§ **Try it**
Go line by line through the entries below and count those containing the string "Autumn"; give only the count.

§ **Data excerpts**
--- START ---

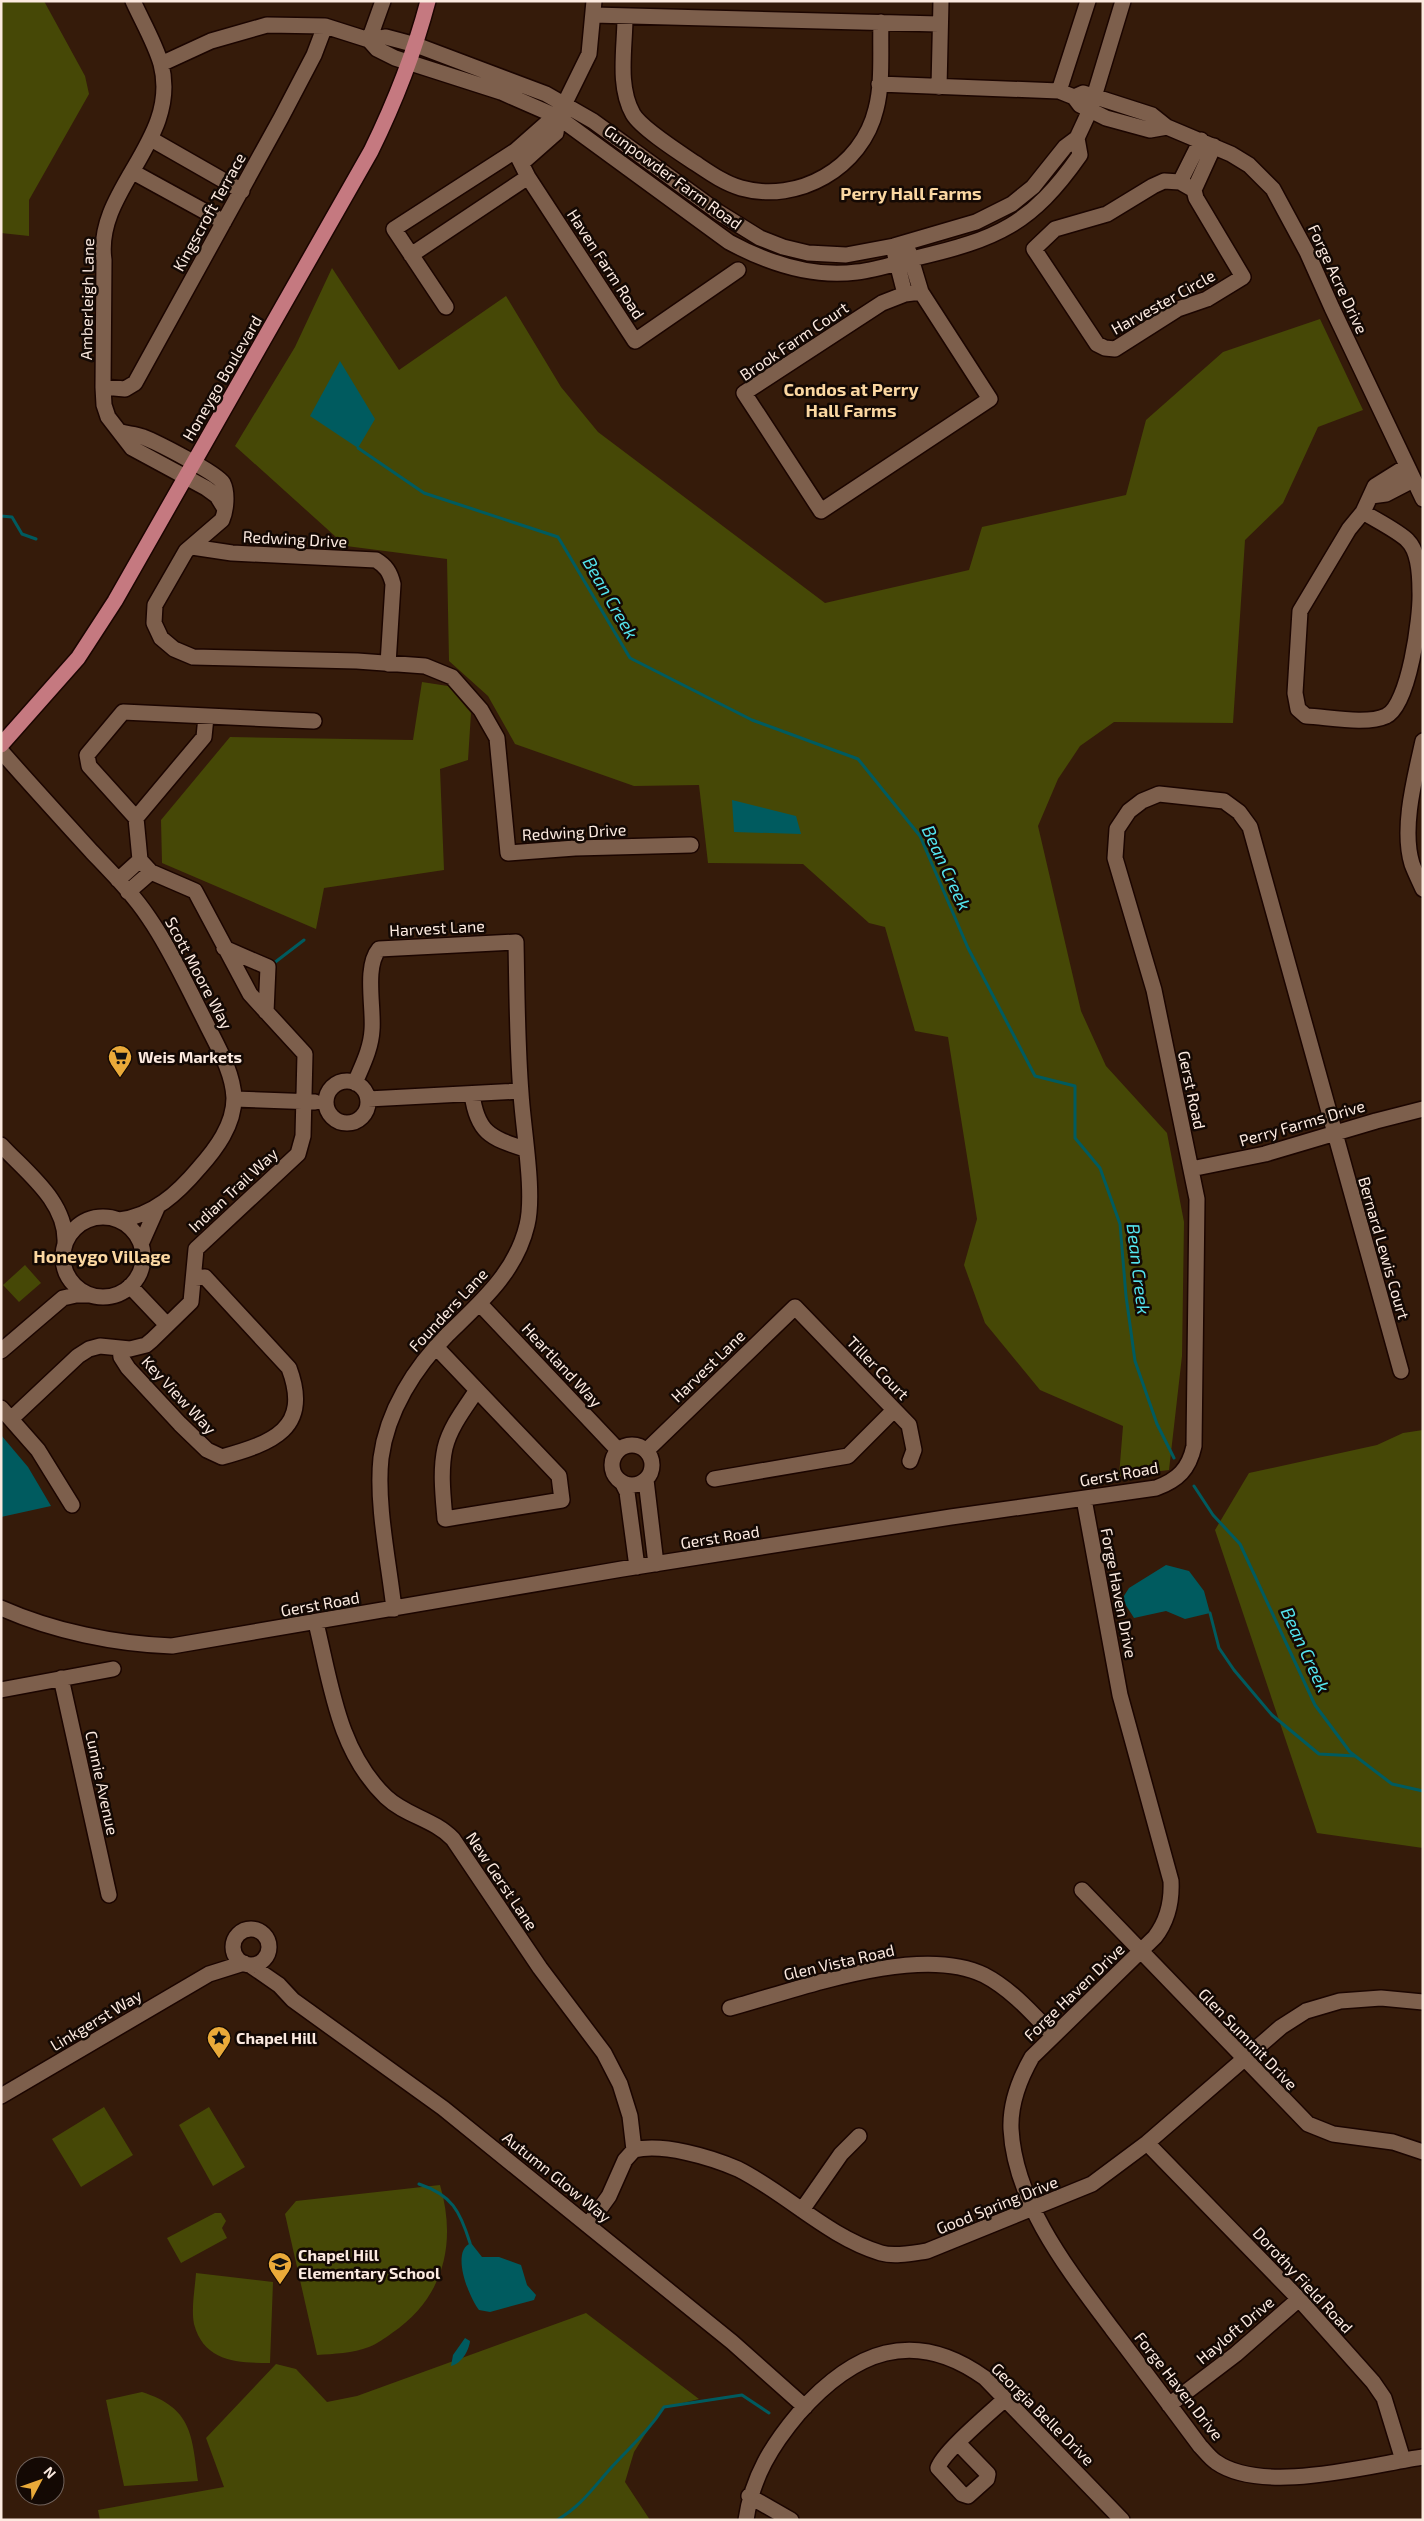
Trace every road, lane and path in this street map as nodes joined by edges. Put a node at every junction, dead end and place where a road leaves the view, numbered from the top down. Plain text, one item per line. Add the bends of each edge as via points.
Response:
1 (133, 1) edge
2 (383, 1) edge
3 (428, 1) edge
4 (941, 1) edge
5 (1088, 1) edge
6 (1123, 1) edge
7 (593, 8) edge
8 (625, 17) junction
9 (881, 22) junction
10 (939, 24) junction
11 (325, 26) junction
12 (369, 40) junction
13 (416, 45) junction
14 (410, 63) junction
15 (161, 64) junction
16 (879, 84) junction
17 (939, 88) junction
18 (1059, 91) junction
19 (1084, 100) junction
20 (561, 110) junction
21 (1077, 138) junction
22 (151, 139) junction
23 (1207, 143) junction
24 (518, 156) junction
25 (133, 172) junction
26 (528, 177) junction
27 (1180, 182) junction
28 (1194, 190) junction
29 (242, 191) junction
30 (224, 222) junction
31 (900, 244) junction
32 (411, 255) junction
33 (904, 261) junction
34 (738, 270) dead end
35 (921, 292) junction
36 (905, 294) junction
37 (446, 307) dead end
38 (103, 387) junction
39 (121, 432) junction
40 (194, 464) junction
41 (1410, 473) junction
42 (186, 477) junction
43 (1423, 499) edge
44 (225, 509) junction
45 (1363, 512) junction
46 (192, 547) junction
47 (388, 664) junction
48 (206, 717) junction
49 (314, 721) dead end
50 (1423, 741) edge
51 (1, 745) edge
52 (1, 751) edge
53 (136, 818) junction
54 (691, 845) dead end
55 (140, 860) junction
56 (151, 872) junction
57 (118, 880) junction
58 (1423, 889) edge
59 (128, 892) junction
60 (516, 942) joint
61 (224, 948) junction
62 (266, 1012) junction
63 (355, 1083) junction
64 (520, 1091) junction
65 (472, 1094) junction
66 (234, 1099) junction
67 (368, 1099) junction
68 (304, 1102) junction
69 (325, 1102) junction
70 (1423, 1109) edge
71 (1334, 1134) junction
72 (1, 1145) edge
73 (525, 1149) junction
74 (1191, 1169) junction
75 (56, 1204) junction
76 (157, 1208) junction
77 (89, 1219) junction
78 (119, 1220) junction
79 (65, 1244) junction
80 (141, 1244) junction
81 (65, 1269) junction
82 (195, 1278) junction
83 (130, 1286) junction
84 (91, 1295) junction
85 (480, 1304) junction
86 (795, 1307) joint
87 (45, 1311) junction
88 (167, 1325) junction
89 (436, 1347) junction
90 (120, 1349) junction
91 (1, 1351) edge
92 (1401, 1371) dead end
93 (477, 1390) junction
94 (894, 1410) junction
95 (6, 1414) edge
96 (618, 1450) junction
97 (647, 1450) junction
98 (910, 1462) dead end
99 (714, 1479) dead end
100 (646, 1480) junction
101 (622, 1482) junction
102 (1084, 1499) junction
103 (72, 1505) dead end
104 (656, 1564) junction
105 (637, 1567) junction
106 (1, 1608) edge
107 (394, 1609) junction
108 (316, 1623) junction
109 (113, 1668) dead end
110 (61, 1678) junction
111 (1, 1690) edge
112 (1082, 1890) dead end
113 (109, 1895) dead end
114 (234, 1948) junction
115 (1140, 1952) junction
116 (267, 1956) junction
117 (247, 1964) junction
118 (209, 1974) junction
119 (279, 1985) junction
120 (1423, 2002) edge
121 (730, 2008) dead end
122 (1053, 2035) junction
123 (1244, 2060) junction
124 (1, 2096) edge
125 (859, 2136) dead end
126 (1147, 2143) junction
127 (634, 2150) junction
128 (1423, 2152) edge
129 (1033, 2209) junction
130 (802, 2210) junction
131 (588, 2225) junction
132 (1299, 2299) junction
133 (1005, 2399) junction
134 (1169, 2405) junction
135 (805, 2407) junction
136 (958, 2443) dead end
137 (1423, 2457) edge
138 (1403, 2460) junction
139 (749, 2496) junction
140 (746, 2520) edge
141 (791, 2520) edge
142 (1122, 2520) edge

1 - 15 street, Amberleigh Lane
2 - 12 street
3 - 13 main road, Honeygo Boulevard
4 - 10 street
5 - 18 street
6 - 19 street, Gunpowder Farm Road
7 - 8 street
7 - 20 street via 589,54
8 - 9 street
8 - 16 street via 624,92 634,116 690,160 720,180 741,188 779,192 796,190 834,172 867,133 876,110
9 - 10 street
9 - 16 street
10 - 17 street
11 - 12 street
11 - 15 street via 267,25 211,41
11 - 29 street, Kingscroft Terrace via 314,55
12 - 13 street, Gunpowder Farm Road via 386,38
12 - 14 street, Gunpowder Farm Road via 377,49
13 - 14 main road, Honeygo Boulevard
13 - 20 street, Gunpowder Farm Road via 521,83
14 - 20 street, Gunpowder Farm Road
14 - 40 main road, Honeygo Boulevard via 371,152
15 - 22 street, Amberleigh Lane via 163,96 160,117
16 - 17 street
17 - 18 street
18 - 19 street, Forge Acre Drive
19 - 21 street, Gunpowder Farm Road
19 - 23 street, Forge Acre Drive via 1152,115 1166,127
20 - 24 street via 556,132
20 - 31 street, Gunpowder Farm Road via 600,126 724,217 760,238 783,247 828,255 871,252
20 - 33 street, Gunpowder Farm Road via 707,228 752,254 807,270 840,273 882,268
21 - 31 street, Gunpowder Farm Road via 1065,147 1033,187 1012,204 976,222
21 - 33 street, Gunpowder Farm Road via 1080,155 1062,180 1016,223 975,243
22 - 25 street, Amberleigh Lane
22 - 29 street
23 - 27 street
23 - 28 street
23 - 41 street, Forge Acre Drive via 1249,165 1273,189
24 - 26 street, Haven Farm Road
24 - 32 street via 394,229
25 - 30 street
25 - 38 street, Amberleigh Lane via 108,217 102,245
26 - 32 street
26 - 34 street, Haven Farm Road via 635,341
27 - 28 street
27 - 28 street, Harvester Circle via 1164,181 1106,214 1055,229 1034,249 1098,344 1105,348 1115,349 1178,310 1207,299 1243,277
29 - 30 street, Kingscroft Terrace
30 - 38 street, Kingscroft Terrace via 135,383 125,388
31 - 33 street, Brook Farm Court
32 - 37 street
33 - 35 street, Brook Farm Court
33 - 36 street, Brook Farm Court
35 - 36 street, Brook Farm Court
35 - 36 street, Brook Farm Court via 990,399 821,512 744,393 882,303
38 - 39 street, Amberleigh Lane via 108,417
39 - 40 street via 143,437
39 - 42 street, Amberleigh Lane via 132,448
40 - 42 main road, Honeygo Boulevard
40 - 44 street via 223,484
41 - 43 street, Forge Acre Drive
41 - 45 street via 1375,486
42 - 44 street via 211,492
42 - 51 main road, Honeygo Boulevard via 115,601 78,658
44 - 46 street, Redwing Drive via 222,520
45 - 45 street via 1349,529 1300,611 1295,693 1298,709 1306,716 1372,720 1387,716 1398,706 1409,680 1420,593 1415,556 1408,541
46 - 47 street, Redwing Drive via 232,553 376,560 390,573 393,584
46 - 47 street, Redwing Drive via 186,551 155,605 154,623 161,638 174,649 193,657
47 - 54 street, Redwing Drive via 426,666 441,671 464,688 481,710 497,738 508,853
48 - 49 street
48 - 53 street via 204,737
48 - 53 street via 123,712 87,755 89,766
50 - 58 street via 1408,823 1412,863
52 - 57 street, Scott Moore Way
53 - 55 street
55 - 56 street
55 - 57 street
56 - 59 street
56 - 61 street, Indian Trail Way via 195,891
57 - 59 street, Scott Moore Way
59 - 66 street, Scott Moore Way via 148,916 172,955 220,1052
60 - 63 street, Harvest Lane via 379,949 374,954 372,972 372,1031
60 - 64 street, Founders Lane
61 - 62 street, Indian Trail Way via 250,994
61 - 62 street via 268,967
62 - 68 street, Indian Trail Way via 305,1054
63 - 67 street via 361,1086
63 - 69 street via 335,1084 326,1095
64 - 65 street
64 - 73 street, Founders Lane
65 - 67 street
65 - 73 street via 475,1115 484,1130 497,1139
66 - 68 street
66 - 76 street, Scott Moore Way via 224,1134 216,1147 194,1174
67 - 69 street via 365,1114 347,1124 329,1115
68 - 69 street
68 - 82 street, Indian Trail Way via 303,1136 298,1154 196,1249
70 - 71 street, Perry Farms Drive
71 - 74 street, Perry Farms Drive via 1265,1154
71 - 74 street, Gerst Road via 1250,827 1239,812 1224,801 1159,794 1129,811 1118,829 1116,858 1154,990
71 - 92 street, Bernard Lewis Court
72 - 75 street
73 - 85 street, Founders Lane via 530,1203 527,1225 516,1256 502,1279
74 - 102 street, Gerst Road via 1197,1199 1195,1428 1191,1460 1178,1477 1156,1488
75 - 77 street
75 - 79 street via 66,1229
76 - 78 street, Scott Moore Way
76 - 80 street, Scott Moore Way
77 - 78 street via 106,1217
77 - 79 street via 70,1233
78 - 80 street via 136,1234
79 - 81 street
80 - 83 street via 142,1266
81 - 84 street via 74,1285
81 - 87 street via 57,1294
82 - 88 street, Indian Trail Way via 191,1302
82 - 90 street, Key View Way via 205,1277 290,1368 296,1386 294,1416 267,1443 222,1457 207,1450 128,1368
83 - 84 street via 108,1297
83 - 88 street
84 - 87 street via 63,1298
85 - 89 street, Founders Lane
85 - 96 street, Heartland Way
86 - 94 street, Tiller Court
86 - 97 street, Harvest Lane
87 - 91 street
88 - 90 street, Indian Trail Way via 146,1345
89 - 93 street
89 - 107 street, Founders Lane via 423,1360 402,1395 381,1458 381,1495
90 - 95 street, Indian Trail Way via 100,1346 89,1349
93 - 93 street via 559,1476 562,1500 445,1519 442,1490 445,1448 454,1425
94 - 98 street, Tiller Court via 909,1425 913,1436 914,1450
94 - 99 street via 848,1456
95 - 103 street via 38,1450
96 - 97 street via 634,1444
96 - 101 street via 612,1458 612,1465 616,1478
97 - 100 street via 653,1462
100 - 101 street via 634,1485
100 - 104 street
101 - 105 street via 627,1492
102 - 104 street, Gerst Road
102 - 115 street, Forge Haven Drive via 1120,1695 1171,1881 1171,1900 1163,1927
104 - 105 street, Gerst Road
105 - 107 street, Gerst Road
106 - 108 street, Gerst Road via 43,1624 148,1646 172,1646
107 - 108 street, Gerst Road
108 - 127 street, New Gerst Lane via 339,1720 354,1755 387,1797 408,1812 437,1825 453,1839 540,1968 604,2053 620,2084 630,2116
109 - 110 street
110 - 111 street
110 - 113 street, Cunnie Avenue
112 - 115 street, Glen Summit Drive
114 - 116 street via 240,1934 255,1930 267,1940
114 - 117 street via 237,1957
114 - 118 street, Linkgerst Way
115 - 122 street, Forge Haven Drive
115 - 123 street, Glen Summit Drive
116 - 117 street via 260,1962
116 - 119 street, Autumn Glow Way
117 - 118 street, Linkgerst Way
117 - 119 street, Autumn Glow Way
118 - 124 street, Linkgerst Way
119 - 131 street, Autumn Glow Way via 293,2000 436,2102
120 - 123 street, Good Spring Drive via 1381,1998 1340,2000 1306,2011 1281,2027
121 - 122 street, Glen Vista Road via 865,1971 918,1963 954,1965 984,1975 1005,1989
122 - 129 street, Forge Haven Drive via 1024,2070 1013,2107 1011,2129 1018,2164
123 - 126 street, Good Spring Drive
123 - 128 street, Glen Summit Drive via 1308,2124 1334,2134 1393,2142
125 - 130 street via 840,2154
126 - 129 street, Good Spring Drive via 1092,2184
126 - 132 street, Dorothy Field Road
127 - 130 street, Good Spring Drive via 657,2147 724,2163 752,2176
127 - 131 street via 625,2160 609,2196
129 - 130 street, Good Spring Drive via 940,2247 911,2254 883,2254
129 - 134 street, Forge Haven Drive via 1048,2239
131 - 135 street, Autumn Glow Way via 732,2342
132 - 134 street, Hayloft Drive via 1236,2354
132 - 138 street, Dorothy Field Road via 1384,2398
133 - 135 street, Georgia Belle Drive via 966,2365 929,2351 902,2350 855,2363
133 - 136 street
133 - 142 street, Georgia Belle Drive
134 - 138 street, Forge Haven Drive via 1216,2462 1262,2477 1313,2476
135 - 139 street, Georgia Belle Drive via 785,2429 760,2468
137 - 138 street, Forge Haven Drive
139 - 140 street, Georgia Belle Drive
139 - 141 street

--- END ---

§ **Answer**
4